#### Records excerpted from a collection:
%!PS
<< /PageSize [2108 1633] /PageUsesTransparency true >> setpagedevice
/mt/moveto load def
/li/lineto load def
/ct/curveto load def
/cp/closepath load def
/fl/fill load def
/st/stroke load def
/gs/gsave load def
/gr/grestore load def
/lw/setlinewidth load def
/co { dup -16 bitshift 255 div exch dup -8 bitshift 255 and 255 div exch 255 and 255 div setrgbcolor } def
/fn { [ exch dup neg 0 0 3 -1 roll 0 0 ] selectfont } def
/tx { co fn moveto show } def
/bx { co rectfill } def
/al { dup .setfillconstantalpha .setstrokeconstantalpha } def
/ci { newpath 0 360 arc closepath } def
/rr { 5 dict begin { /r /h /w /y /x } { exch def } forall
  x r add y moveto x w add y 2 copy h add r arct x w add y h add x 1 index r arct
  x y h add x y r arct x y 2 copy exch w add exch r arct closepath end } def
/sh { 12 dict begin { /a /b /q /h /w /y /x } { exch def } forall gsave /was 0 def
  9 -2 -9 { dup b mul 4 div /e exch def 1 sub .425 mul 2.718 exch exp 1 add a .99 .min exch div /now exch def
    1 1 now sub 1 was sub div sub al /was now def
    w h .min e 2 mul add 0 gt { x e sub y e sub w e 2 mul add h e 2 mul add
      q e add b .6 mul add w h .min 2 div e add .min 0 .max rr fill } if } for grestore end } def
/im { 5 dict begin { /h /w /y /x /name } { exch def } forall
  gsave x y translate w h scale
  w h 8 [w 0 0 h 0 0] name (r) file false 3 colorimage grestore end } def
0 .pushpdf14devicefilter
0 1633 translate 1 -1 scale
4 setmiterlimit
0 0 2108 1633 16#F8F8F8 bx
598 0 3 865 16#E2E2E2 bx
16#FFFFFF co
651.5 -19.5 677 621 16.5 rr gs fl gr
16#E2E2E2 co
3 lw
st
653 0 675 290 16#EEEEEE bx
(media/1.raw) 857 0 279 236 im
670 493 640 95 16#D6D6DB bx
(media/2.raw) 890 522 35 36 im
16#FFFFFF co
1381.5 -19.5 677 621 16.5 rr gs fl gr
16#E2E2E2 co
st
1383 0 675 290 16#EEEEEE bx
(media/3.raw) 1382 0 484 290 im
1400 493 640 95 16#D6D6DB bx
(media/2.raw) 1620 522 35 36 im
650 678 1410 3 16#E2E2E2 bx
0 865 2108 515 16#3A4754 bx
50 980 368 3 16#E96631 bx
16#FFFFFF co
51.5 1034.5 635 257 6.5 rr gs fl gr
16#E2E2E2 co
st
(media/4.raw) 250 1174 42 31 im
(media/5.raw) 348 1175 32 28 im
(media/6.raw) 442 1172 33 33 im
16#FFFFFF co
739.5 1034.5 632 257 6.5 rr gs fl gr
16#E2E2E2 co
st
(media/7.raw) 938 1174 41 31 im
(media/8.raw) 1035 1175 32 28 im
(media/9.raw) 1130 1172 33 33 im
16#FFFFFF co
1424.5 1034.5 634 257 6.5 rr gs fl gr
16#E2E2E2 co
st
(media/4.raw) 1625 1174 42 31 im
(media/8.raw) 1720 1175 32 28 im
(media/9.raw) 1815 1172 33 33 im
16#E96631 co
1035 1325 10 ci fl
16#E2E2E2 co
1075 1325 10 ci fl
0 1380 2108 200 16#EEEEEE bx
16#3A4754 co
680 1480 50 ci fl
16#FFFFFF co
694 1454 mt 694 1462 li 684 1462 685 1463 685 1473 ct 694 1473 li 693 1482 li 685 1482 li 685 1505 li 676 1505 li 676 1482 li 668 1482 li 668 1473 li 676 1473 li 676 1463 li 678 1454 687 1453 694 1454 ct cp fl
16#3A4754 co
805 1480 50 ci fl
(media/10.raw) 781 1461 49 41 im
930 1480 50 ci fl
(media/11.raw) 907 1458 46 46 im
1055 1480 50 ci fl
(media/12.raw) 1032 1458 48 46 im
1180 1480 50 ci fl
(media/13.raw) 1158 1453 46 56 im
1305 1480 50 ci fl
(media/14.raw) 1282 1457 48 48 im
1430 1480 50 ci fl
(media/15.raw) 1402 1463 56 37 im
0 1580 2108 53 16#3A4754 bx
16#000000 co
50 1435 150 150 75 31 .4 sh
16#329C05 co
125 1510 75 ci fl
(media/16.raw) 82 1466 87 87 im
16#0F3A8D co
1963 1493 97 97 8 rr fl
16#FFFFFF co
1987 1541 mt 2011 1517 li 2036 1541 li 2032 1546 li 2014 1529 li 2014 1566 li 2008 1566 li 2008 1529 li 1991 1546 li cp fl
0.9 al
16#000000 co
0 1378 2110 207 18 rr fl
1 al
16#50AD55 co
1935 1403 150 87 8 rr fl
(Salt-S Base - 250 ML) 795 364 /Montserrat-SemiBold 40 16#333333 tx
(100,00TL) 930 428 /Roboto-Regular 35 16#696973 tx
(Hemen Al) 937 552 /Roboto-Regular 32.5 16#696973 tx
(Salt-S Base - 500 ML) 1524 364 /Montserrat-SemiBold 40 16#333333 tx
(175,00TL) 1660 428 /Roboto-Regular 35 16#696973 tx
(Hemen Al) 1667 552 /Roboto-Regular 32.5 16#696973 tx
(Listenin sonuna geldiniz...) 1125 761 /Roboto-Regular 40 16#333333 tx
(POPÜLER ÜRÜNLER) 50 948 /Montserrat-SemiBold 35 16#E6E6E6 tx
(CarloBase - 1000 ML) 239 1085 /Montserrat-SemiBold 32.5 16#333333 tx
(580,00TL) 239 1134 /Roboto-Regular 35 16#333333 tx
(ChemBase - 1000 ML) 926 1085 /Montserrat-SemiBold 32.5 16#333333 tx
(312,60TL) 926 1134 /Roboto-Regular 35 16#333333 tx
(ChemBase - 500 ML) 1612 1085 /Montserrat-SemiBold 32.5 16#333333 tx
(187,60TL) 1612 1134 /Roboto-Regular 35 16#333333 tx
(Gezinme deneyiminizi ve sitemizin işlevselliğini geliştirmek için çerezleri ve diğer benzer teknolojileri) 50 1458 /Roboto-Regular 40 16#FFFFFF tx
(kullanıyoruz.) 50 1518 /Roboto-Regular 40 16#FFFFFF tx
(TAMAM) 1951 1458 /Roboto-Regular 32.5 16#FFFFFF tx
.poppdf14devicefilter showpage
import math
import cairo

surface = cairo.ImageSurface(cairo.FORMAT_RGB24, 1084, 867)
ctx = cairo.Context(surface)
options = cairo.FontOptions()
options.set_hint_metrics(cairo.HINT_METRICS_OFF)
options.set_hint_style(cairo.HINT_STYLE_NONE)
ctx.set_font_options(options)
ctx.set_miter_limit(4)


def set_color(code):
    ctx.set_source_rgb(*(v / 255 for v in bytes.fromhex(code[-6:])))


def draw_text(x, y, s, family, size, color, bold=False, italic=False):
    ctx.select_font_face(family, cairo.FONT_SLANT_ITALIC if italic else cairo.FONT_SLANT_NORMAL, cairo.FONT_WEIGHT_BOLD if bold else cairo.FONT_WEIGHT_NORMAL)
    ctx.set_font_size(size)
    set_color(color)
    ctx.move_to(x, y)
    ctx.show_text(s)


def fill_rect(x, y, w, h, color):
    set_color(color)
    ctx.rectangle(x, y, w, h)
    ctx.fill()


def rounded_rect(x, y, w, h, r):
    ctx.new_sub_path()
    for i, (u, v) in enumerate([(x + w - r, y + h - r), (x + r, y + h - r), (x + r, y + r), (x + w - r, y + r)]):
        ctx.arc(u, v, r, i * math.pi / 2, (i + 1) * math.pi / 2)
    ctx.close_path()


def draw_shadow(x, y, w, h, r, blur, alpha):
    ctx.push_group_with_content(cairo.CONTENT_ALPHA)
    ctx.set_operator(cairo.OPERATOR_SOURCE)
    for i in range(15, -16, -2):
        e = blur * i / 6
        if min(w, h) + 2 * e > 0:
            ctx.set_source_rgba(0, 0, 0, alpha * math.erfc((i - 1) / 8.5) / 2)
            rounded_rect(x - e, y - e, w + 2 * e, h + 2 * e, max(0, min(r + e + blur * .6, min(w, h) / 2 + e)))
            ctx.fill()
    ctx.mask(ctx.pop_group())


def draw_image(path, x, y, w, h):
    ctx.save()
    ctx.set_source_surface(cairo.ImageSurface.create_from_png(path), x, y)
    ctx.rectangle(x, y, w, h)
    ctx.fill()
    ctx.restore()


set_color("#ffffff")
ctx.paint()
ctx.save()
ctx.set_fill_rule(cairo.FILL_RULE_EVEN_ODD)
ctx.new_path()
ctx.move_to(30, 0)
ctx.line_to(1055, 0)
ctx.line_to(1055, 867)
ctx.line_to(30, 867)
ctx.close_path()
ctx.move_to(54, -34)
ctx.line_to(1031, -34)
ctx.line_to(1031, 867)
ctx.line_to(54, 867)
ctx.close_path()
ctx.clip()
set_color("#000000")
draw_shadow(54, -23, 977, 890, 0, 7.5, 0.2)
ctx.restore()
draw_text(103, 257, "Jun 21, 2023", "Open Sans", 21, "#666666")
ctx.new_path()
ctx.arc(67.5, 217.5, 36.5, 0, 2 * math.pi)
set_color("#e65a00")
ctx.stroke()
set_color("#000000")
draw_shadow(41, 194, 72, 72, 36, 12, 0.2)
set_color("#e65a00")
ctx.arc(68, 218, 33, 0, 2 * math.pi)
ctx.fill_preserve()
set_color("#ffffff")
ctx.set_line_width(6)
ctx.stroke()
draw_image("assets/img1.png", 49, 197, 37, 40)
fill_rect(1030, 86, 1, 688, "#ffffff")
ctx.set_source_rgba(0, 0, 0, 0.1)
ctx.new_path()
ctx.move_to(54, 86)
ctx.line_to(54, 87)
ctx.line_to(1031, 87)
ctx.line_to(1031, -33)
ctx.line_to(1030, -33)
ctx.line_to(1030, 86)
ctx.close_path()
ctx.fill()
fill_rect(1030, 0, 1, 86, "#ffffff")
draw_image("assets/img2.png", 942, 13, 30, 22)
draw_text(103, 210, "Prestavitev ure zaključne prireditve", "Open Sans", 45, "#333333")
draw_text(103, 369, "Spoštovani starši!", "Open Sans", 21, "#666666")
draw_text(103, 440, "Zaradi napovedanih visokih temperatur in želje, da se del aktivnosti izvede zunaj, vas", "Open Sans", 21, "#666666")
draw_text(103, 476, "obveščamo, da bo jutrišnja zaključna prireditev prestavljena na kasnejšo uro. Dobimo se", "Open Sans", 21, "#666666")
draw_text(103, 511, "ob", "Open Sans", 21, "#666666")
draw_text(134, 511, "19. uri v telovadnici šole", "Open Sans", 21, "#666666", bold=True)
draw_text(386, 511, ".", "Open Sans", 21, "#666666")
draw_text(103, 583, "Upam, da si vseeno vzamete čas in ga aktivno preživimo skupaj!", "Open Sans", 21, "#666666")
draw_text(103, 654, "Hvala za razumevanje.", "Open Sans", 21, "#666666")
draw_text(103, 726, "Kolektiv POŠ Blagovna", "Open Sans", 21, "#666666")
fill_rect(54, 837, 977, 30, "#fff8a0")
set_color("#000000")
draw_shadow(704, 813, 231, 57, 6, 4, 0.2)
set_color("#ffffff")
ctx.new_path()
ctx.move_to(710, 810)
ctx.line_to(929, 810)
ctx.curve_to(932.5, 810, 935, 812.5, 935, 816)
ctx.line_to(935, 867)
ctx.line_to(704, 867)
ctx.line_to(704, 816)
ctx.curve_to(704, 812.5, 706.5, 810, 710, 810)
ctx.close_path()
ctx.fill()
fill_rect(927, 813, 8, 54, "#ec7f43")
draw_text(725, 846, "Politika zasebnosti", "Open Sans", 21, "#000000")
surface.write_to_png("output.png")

#### WHAT THE TASK REQUIRES:
Only the number is wanted here. Please work out how many lines of the records contain "ImageSurface".

#### YOUR SOLUTION:
2